Mumbai Film Festival ’13 Review: Closed Curtain (2013) Original Iranian Title - Pardé
Directed By: Jafar Panahi & Kambuzia Partovi
Jafar Panahi, the embattled
Iranian director of acclaimed works like The Circle (2000), Crimson Gold
(2003), Offside (2006) and This Is Not A Film (2011), is currently battling the
despotic Iranian regime which has handed him a 6 year jail term (which he
awaits under house arrest) and a 20 year ban on film-making, chaining his
artistic impulses and deeply depressing this great artist who was said to be
contemplating suicide at one point. He has nevertheless managed to make a
second film from his captivity (the first being This Is Not A Film).
Closed Curtains is bigger in
scope (relatively) to This Is Not A Film and almost has something resembling a
plot or a narrative which sets it apart from its cousin This Is Not A Film
which is considered a documentary. But the scope, as stated, is bigger only by
comparison, this film also takes place competently within a house.
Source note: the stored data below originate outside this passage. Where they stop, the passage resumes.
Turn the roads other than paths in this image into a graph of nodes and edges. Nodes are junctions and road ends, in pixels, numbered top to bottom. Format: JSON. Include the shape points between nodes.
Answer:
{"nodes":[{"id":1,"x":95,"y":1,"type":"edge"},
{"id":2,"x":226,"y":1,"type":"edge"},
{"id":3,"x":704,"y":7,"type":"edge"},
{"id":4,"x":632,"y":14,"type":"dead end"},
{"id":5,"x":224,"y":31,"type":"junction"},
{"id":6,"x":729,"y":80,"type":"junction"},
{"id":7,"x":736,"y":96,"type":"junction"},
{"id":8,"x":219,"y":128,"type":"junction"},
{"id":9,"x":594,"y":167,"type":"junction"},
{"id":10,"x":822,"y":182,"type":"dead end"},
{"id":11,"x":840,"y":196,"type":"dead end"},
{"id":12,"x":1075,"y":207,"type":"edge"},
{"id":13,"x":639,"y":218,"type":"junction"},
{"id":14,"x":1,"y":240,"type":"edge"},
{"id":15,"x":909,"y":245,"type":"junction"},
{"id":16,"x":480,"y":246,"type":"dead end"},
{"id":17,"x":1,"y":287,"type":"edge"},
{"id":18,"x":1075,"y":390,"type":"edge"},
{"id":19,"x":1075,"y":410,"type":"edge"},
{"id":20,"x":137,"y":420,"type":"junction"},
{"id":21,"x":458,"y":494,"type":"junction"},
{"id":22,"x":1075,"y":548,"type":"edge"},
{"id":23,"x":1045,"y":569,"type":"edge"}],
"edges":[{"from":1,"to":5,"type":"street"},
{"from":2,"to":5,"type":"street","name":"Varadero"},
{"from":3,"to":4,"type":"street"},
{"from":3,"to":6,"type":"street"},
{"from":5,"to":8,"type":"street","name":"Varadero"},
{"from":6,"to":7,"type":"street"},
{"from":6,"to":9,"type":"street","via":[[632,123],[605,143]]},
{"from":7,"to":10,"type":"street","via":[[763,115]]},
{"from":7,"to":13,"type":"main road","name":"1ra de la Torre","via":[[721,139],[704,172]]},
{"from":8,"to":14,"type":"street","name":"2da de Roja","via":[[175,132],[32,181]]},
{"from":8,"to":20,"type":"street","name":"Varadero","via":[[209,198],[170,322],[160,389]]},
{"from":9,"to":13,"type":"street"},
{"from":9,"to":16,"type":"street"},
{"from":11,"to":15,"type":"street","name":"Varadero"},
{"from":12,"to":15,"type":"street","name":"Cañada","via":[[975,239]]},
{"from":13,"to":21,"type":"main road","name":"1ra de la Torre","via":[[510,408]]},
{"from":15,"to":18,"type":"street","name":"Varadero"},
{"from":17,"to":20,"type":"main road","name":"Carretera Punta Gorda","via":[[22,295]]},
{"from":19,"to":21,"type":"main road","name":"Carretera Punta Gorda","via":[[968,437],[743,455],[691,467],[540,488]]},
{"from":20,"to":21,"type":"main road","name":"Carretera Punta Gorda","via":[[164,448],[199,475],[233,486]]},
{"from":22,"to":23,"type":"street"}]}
There are
some exterior shots but they are from the terrace or the windows of the house
and Panahi does stage atleast one memorable exterior sequence through his
window!
The house in question is the sea
side 3 story holiday retreat of Panahi and as such offers a larger setting and
more variety of scenery simply by the fact of there being more rooms to shoot
in than his city apartment which he used in This Is Not A Film. Thus the house
is a potent enough setting for a chamber piece and that is exactly how the film
develops. At first.
Beginning with an extended take
of a still camera looking out through a barricaded window as a screenwriter
arrives with provisions at the holiday retreat of a friend, the subject of
artists in hiding and captivity immediately raises its head with the arriving
writer a probable stand in for Mr Panahi himself.
The reason for his hiding is soon
revealed to be not his writing but his dog which he cannot part with as dogs are
being rounded up and killed in the city where he lives. The writer’s routine is
charted in fluid long takes by Panahi, his film-making acumen not dulled it
seems by infrequent use. A wrench is thrown in this peaceful scenario by the
arrival of a woman on the edge who is also supposedly in hiding! Panahi even
manages moments of comedy from this bizarrely surreal scenario.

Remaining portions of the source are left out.